作为探索疾病相关基因的方法，将健康人和特定疾病患者的核酸试样进行比较从而找出在疾病患者中表达量显著高或显著低的基因的方法被用作常用手段。作为这样的方法，通常是首先通过微阵列选定表达量不同的候选基因，然后使用定量PCR对这些候选基因的表达量的差异进行严格确认的方法。微阵列具有如下特征：一次能够解析的基因数为数万以上，所探索的基因的包罗性高，但动态范围（Dynamic Range）为2～3.5位左右，定量性低；而定量PCR法具有如下特征：动态范围为6～7位，定量性高，但一次能够解析的基因数为400左右，包罗性低，因而上述方法是组合了各自的优点而得到的方法。因此存在如下问题：为了进行试样之间的表达比较解析，必须进行微阵列和定量PCR2个阶段的实验。而新一代测序一次能够解析的核酸片段数为数亿～数十亿条，可以通过对同一序列的核酸片段数进行计数而确定表达量，因此动态范围达到8位以上。其虽然适合于存在2万种以上的信使RNA的包罗性表达解析，但对于解析非翻译RNA、数十个碱基以下的microRNA等存在的种类数为2千种以下的核酸的表达量而言规模过大，一次解析中耗费的试剂等运行成本、花费长达数十小时的解析时间成了问题。

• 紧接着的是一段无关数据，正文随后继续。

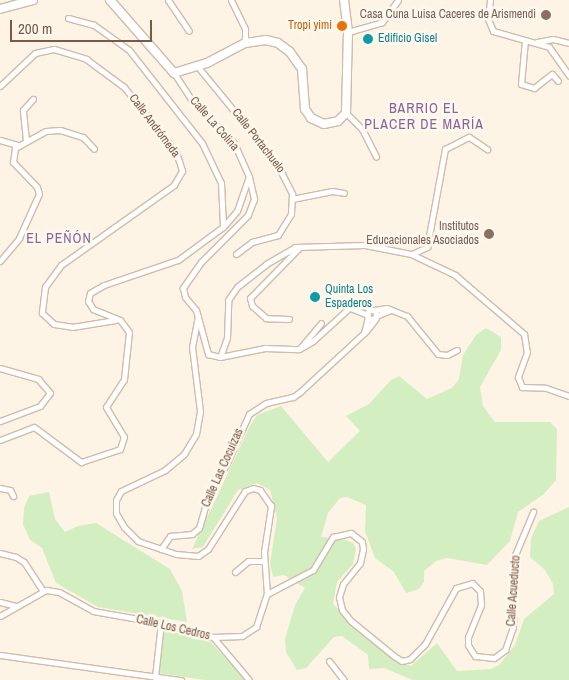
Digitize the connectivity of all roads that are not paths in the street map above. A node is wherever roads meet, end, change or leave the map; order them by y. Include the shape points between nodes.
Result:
1 (33, 0) edge
2 (110, 0) edge
3 (168, 0) edge
4 (231, 0) edge
5 (344, 0) edge
6 (398, 0) edge
7 (490, 0) edge
8 (0, 8) edge
9 (68, 18) dead end
10 (189, 31) dead end
11 (348, 32) junction
12 (525, 40) junction
13 (245, 42) junction
14 (537, 42) junction
15 (569, 43) edge
16 (198, 67) junction
17 (174, 73) junction
18 (569, 76) edge
19 (558, 80) dead end
20 (0, 86) edge
21 (33, 99) dead end
22 (346, 113) junction
23 (0, 140) edge
24 (26, 140) junction
25 (18, 145) junction
26 (94, 149) dead end
27 (487, 149) dead end
28 (376, 157) dead end
29 (250, 177) junction
30 (344, 193) dead end
31 (292, 199) junction
32 (223, 227) junction
33 (300, 247) junction
34 (236, 254) dead end
35 (411, 254) junction
36 (0, 262) edge
37 (391, 310) junction
38 (370, 313) junction
39 (198, 317) junction
40 (376, 317) junction
41 (289, 319) dead end
42 (120, 320) junction
43 (321, 323) dead end
44 (363, 333) junction
45 (299, 349) junction
46 (457, 350) dead end
47 (220, 357) junction
48 (0, 368) edge
49 (569, 396) edge
50 (0, 421) edge
51 (0, 440) edge
52 (0, 488) edge
53 (13, 496) dead end
54 (533, 512) dead end
55 (161, 549) junction
56 (0, 554) edge
57 (263, 561) junction
58 (235, 572) dead end
59 (42, 590) junction
60 (268, 594) junction
61 (0, 602) edge
62 (16, 606) junction
63 (0, 616) edge
64 (162, 623) junction
65 (213, 637) junction
66 (0, 655) edge
67 (329, 661) dead end
68 (154, 677) junction
69 (181, 680) edge
70 (249, 680) edge
71 (344, 680) edge

1 - 8 street
2 - 17 street
3 - 10 street
4 - 13 street via 244,29
5 - 11 street
6 - 11 street via 382,22
7 - 12 street via 488,19 493,31
9 - 32 street via 94,25 129,50 196,135 221,183
11 - 22 street
12 - 14 street
12 - 19 street via 521,84 534,88 552,74
13 - 16 street
13 - 22 street via 272,41 290,52 305,75 305,110 314,120 328,124 338,121
14 - 15 street via 558,39
14 - 18 street via 553,51
16 - 17 street
16 - 31 street, Calle Portachuelo via 276,162 290,186
17 - 29 street, Calle La Colina via 192,101 234,143
20 - 42 street, Calle Andrómeda via 35,53 54,49 86,59 124,87 176,152 182,170 174,185 61,265 52,274 42,295 42,313 49,322 59,326
21 - 24 street via 23,113
22 - 28 street via 362,129
23 - 25 street
24 - 25 street
24 - 26 street via 46,131 60,130 83,138
25 - 36 street via 12,155 13,162 39,194 19,238
27 - 35 street via 469,137 445,149 427,247
29 - 32 street via 242,205
29 - 39 street, Calle La Colina via 254,199 248,215 201,262 183,288
30 - 31 street via 332,190
31 - 34 street via 291,214 278,235 252,242
32 - 42 street via 178,260 104,285 90,293 88,301 93,309
33 - 35 street via 357,244
33 - 41 street via 250,298 252,306 266,318
33 - 47 street via 275,258 234,291 226,307 227,338
35 - 49 street via 455,275 520,329 527,347 518,377 522,387 546,388
37 - 38 street
37 - 40 street
37 - 46 street via 409,318 438,354 447,355
38 - 40 street
38 - 44 street, Calle Las Cocuizas
38 - 45 street via 364,306 349,308 313,341
39 - 47 street via 206,350
39 - 55 street via 192,347 200,411 196,434 174,464 127,487 116,500 116,513 129,534 138,541
40 - 44 street, Calle Las Cocuizas
42 - 51 street via 129,332 127,364 124,379 106,407 124,437 120,449 81,462 34,427
43 - 45 street
44 - 55 street, Calle Las Cocuizas via 300,392 293,397 266,402 250,414 208,496 199,528 192,534 170,536
45 - 47 street via 265,348
48 - 50 street via 38,379 50,392 40,406
52 - 53 street via 10,490
54 - 60 street, Calle Acueducto via 515,555 512,627 505,650 494,658 475,656 468,645 481,605 480,591 472,583 456,588 425,644 410,659 394,656 351,621 342,610 339,597 343,584 360,563 364,549 362,542 351,533 333,537 313,570
55 - 57 street, Calle Los Cedros via 176,554 202,554 241,496 249,489 257,488 271,506
56 - 59 street via 16,556 24,562
57 - 58 street via 248,561
57 - 60 street, Calle Los Cedros
59 - 62 street
59 - 64 street, Calle Los Cedros via 59,592 93,611
60 - 65 street, Calle Los Cedros via 261,618 253,630 236,638
61 - 62 street
62 - 63 street
64 - 65 street, Calle Los Cedros
64 - 68 street
65 - 70 street
66 - 68 street
67 - 71 street
68 - 69 street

此外，如非专利文献4所指出的那样，在利用定量PCR、新一代测序进行表达解析时，存在如下问题：通过PCR对核酸试样进行扩增，扩增效率依赖于GC含量等碱基序列，因此，无法以相同的扩增效率扩增试样的全部核酸，核酸群体中产生偏差，无法正确解析各核酸分子的存在量的分布。

本发明的目的在于，提供一种简便的核酸分析方法，所述核酸分析方法不使用PCR等扩增反应，具有一次能够解析的核酸种类达千种以上的包罗性和动态范围达4位以上的定量性。特别是提供一种解析对象核酸为1万种以下的对于非翻译RNA、microRNA的解析极其有效的解析方法。

用于解决问题的手段

本发明涉及如下方法：通过将试样的核酸分子在空间上分离的位置上各固定一分子并使具有已知碱基序列且被荧光体标记的核酸分子与所述试样的核酸分子组进行杂交，获取荧光图像，从而以一分子的灵敏度和分辨率对核酸分子的种类和表达量进行解析。

发明的效果

根据本发明，能够不使用PCR等扩增反应而对解析对象核酸的种类和存在量兼顾包罗性和定量性地、以一分子的灵敏度和分辨率简便、迅速地进行核酸分析。